Exercise requirements »
Pick out the lines below that include the string "from".

Records for processing »
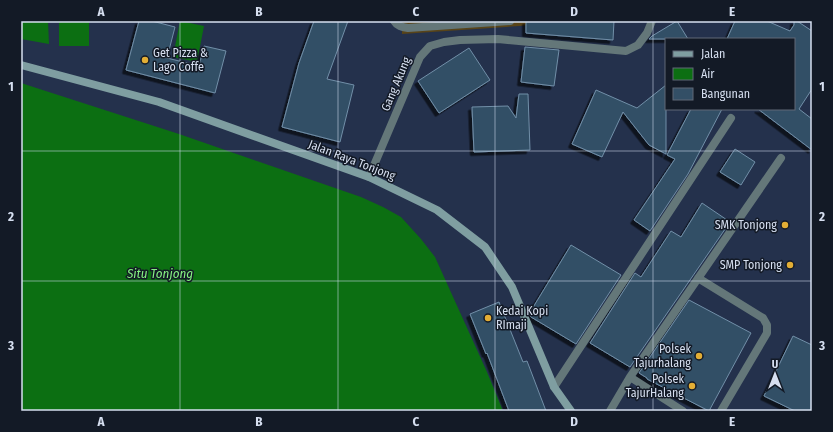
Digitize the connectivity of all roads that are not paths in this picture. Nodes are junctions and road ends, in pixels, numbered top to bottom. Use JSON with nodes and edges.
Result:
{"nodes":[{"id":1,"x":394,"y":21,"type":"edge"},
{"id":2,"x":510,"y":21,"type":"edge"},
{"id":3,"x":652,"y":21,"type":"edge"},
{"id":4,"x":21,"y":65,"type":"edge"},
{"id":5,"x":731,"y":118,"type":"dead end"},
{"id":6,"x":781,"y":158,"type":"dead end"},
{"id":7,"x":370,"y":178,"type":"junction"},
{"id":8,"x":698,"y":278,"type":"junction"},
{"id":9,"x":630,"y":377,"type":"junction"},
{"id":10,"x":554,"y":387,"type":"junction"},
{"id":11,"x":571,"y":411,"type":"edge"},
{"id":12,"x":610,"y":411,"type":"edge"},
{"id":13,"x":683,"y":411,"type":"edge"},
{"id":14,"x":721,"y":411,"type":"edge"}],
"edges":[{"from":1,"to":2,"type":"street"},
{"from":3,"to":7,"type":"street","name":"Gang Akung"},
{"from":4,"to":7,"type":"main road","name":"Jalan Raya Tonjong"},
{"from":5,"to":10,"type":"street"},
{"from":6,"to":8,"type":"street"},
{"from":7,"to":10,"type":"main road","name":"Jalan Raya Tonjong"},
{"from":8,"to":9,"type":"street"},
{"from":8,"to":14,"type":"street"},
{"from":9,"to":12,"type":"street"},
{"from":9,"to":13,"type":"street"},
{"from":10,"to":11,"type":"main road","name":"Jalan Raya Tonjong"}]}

Result for this task »
"edges":[{"from":1,"to":2,"type":"street"},
{"from":3,"to":7,"type":"street","name":"Gang Akung"},
{"from":4,"to":7,"type":"main road","name":"Jalan Raya Tonjong"},
{"from":5,"to":10,"type":"street"},
{"from":6,"to":8,"type":"street"},
{"from":7,"to":10,"type":"main road","name":"Jalan Raya Tonjong"},
{"from":8,"to":9,"type":"street"},
{"from":8,"to":14,"type":"street"},
{"from":9,"to":12,"type":"street"},
{"from":9,"to":13,"type":"street"},
{"from":10,"to":11,"type":"main road","name":"Jalan Raya Tonjong"}]}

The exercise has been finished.